October 5, 2016

Whole-Roasted Cauliflower With Anchovies & Capers

Recipe: Kristen Eppich

Don’t cover the cauliflower with tinfoil as it darkens in the oven — it’s the deep color that makes the flavor so interesting.


  • 1 large head cauliflower
  • 1⁄2 cup olive oil, divided
  • Salt and freshly ground pepper
  • 1⁄3 cup finely chopped parsley
  • 2 tbsp lemon juice
  • 2 tbsp chopped capers
  • 5 anchovy fillets, chopped
  • 1 tsp chopped garlic
  • Pinch dried chili flakes


Yield: 6

Prepare And Cook Cauliflower

  1. Preheat oven to 450°F.
  2. Remove leaves from cauliflower and discard.

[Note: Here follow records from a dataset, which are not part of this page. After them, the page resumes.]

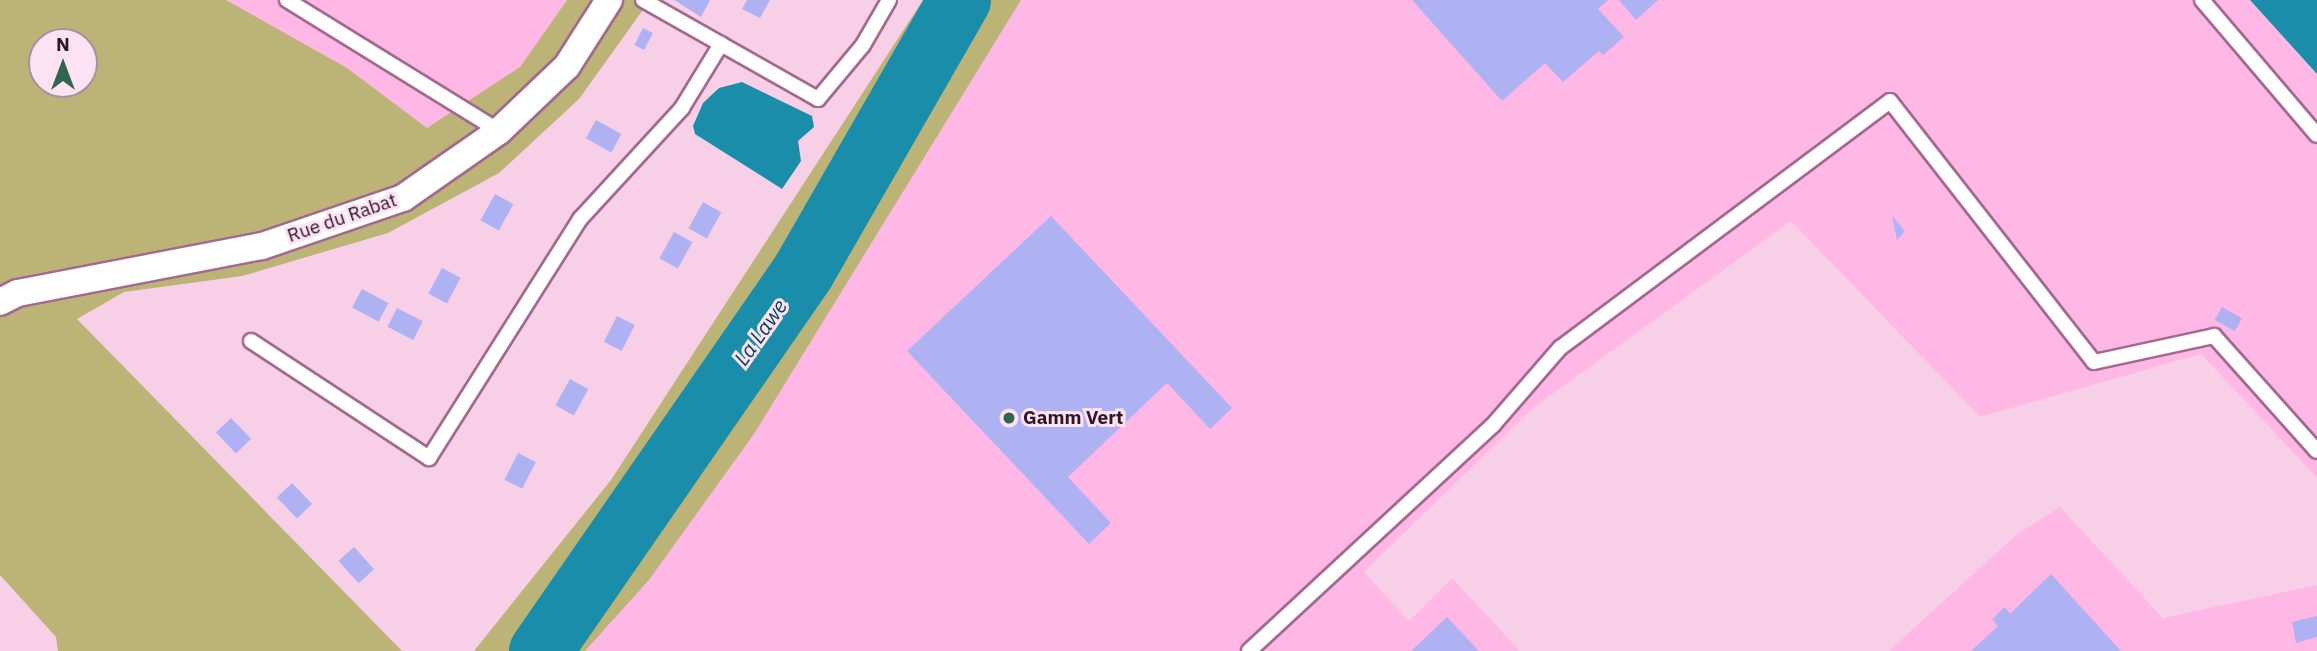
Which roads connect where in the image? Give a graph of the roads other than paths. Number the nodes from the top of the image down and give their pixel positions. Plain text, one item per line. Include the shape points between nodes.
1 (287, 0) edge
2 (610, 0) edge
3 (643, 0) edge
4 (889, 0) edge
5 (2202, 0) edge
6 (721, 44) junction
7 (499, 131) junction
8 (2317, 135) edge
9 (0, 302) edge
10 (251, 341) dead end
11 (2317, 451) edge
12 (1249, 651) edge

1 - 7 lane
2 - 7 street, Rue du Rabat via 567,66
3 - 6 lane
4 - 6 lane via 863,45 818,99
5 - 8 lane
6 - 10 lane via 682,108 580,219 429,458
7 - 9 street, Rue du Rabat via 403,198 262,246 18,293
11 - 12 lane via 2214,336 2094,362 1890,102 1560,348 1493,425

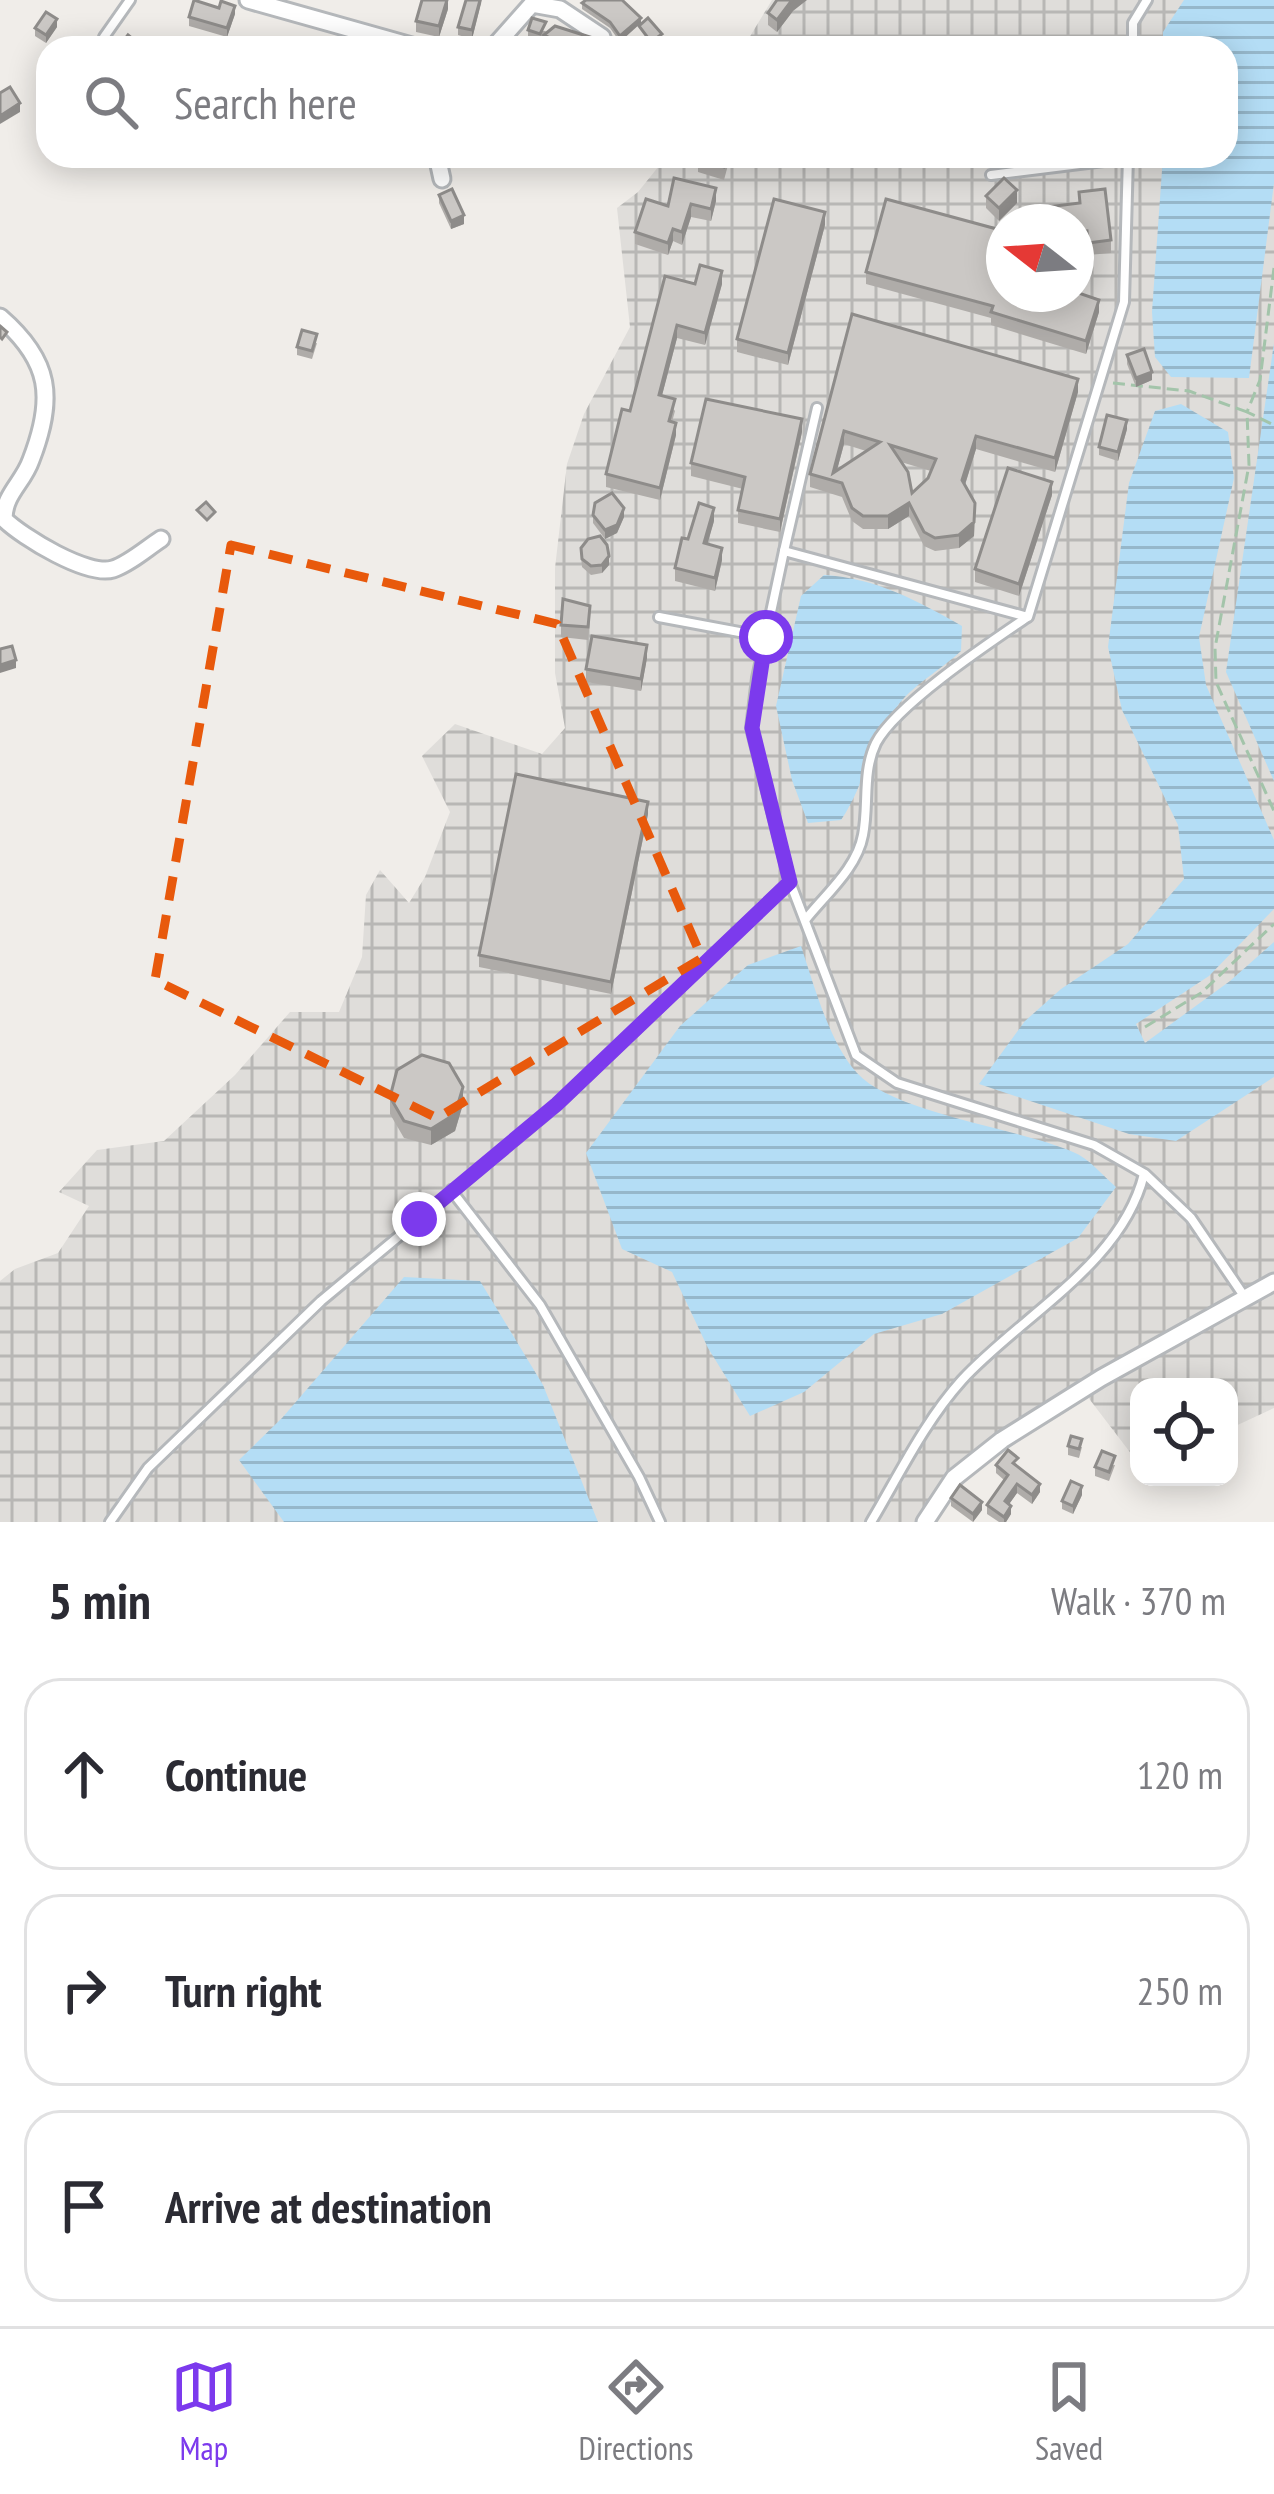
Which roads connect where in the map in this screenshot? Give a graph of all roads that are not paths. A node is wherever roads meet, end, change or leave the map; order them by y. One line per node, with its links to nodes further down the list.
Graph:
1 (130, 0): 4 (lane)
2 (248, 0): 5 (street)
3 (1147, 0): 8 (lane)
4 (105, 36)
5 (376, 36)
6 (504, 36): 7 (street)
7 (599, 36)
8 (1133, 36)
9 (440, 168): 13 (street)
10 (1044, 168): 12 (lane)
11 (1128, 168): 19 (lane)
12 (991, 175)
13 (442, 179)
14 (0, 317): 16 (street)
15 (818, 408): 17 (lane)
16 (161, 538)
17 (784, 551): 19 (lane); 20 (lane)
18 (658, 617): 20 (lane)
19 (1028, 617): 22 (lane)
20 (766, 637): 21 (lane)
21 (790, 882): 22 (lane); 24 (lane)
22 (806, 919): 23 (lane)
23 (1144, 1174): 26 (lane); 29 (lane)
24 (451, 1190): 27 (lane); 28 (lane)
25 (1274, 1282): 26 (street)
26 (1244, 1297): 30 (street)
27 (110, 1522)
28 (660, 1522)
29 (871, 1522)
30 (925, 1522)

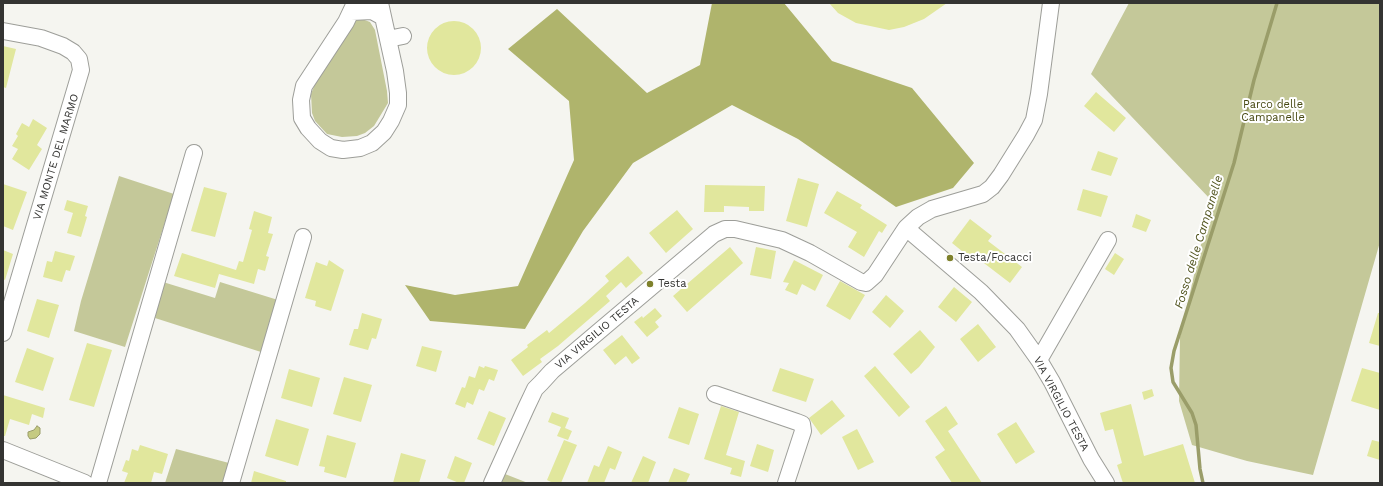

Cut out small portion of core, leaving head intact.
  3. Place cauliflower into greased 9″ cake pan. Brush with 2 tbsp olive oil, allowing oil to absorb into cracks. Season with salt and pepper. Bake for 50 minutes to 1 hour, or until top is crispy with charred tips and cauliflower is tender.

Make Sauce 

  1. Stir remaining ingredients with remaining oil. Slice cauliflower into wedges and serve drizzled with sauce.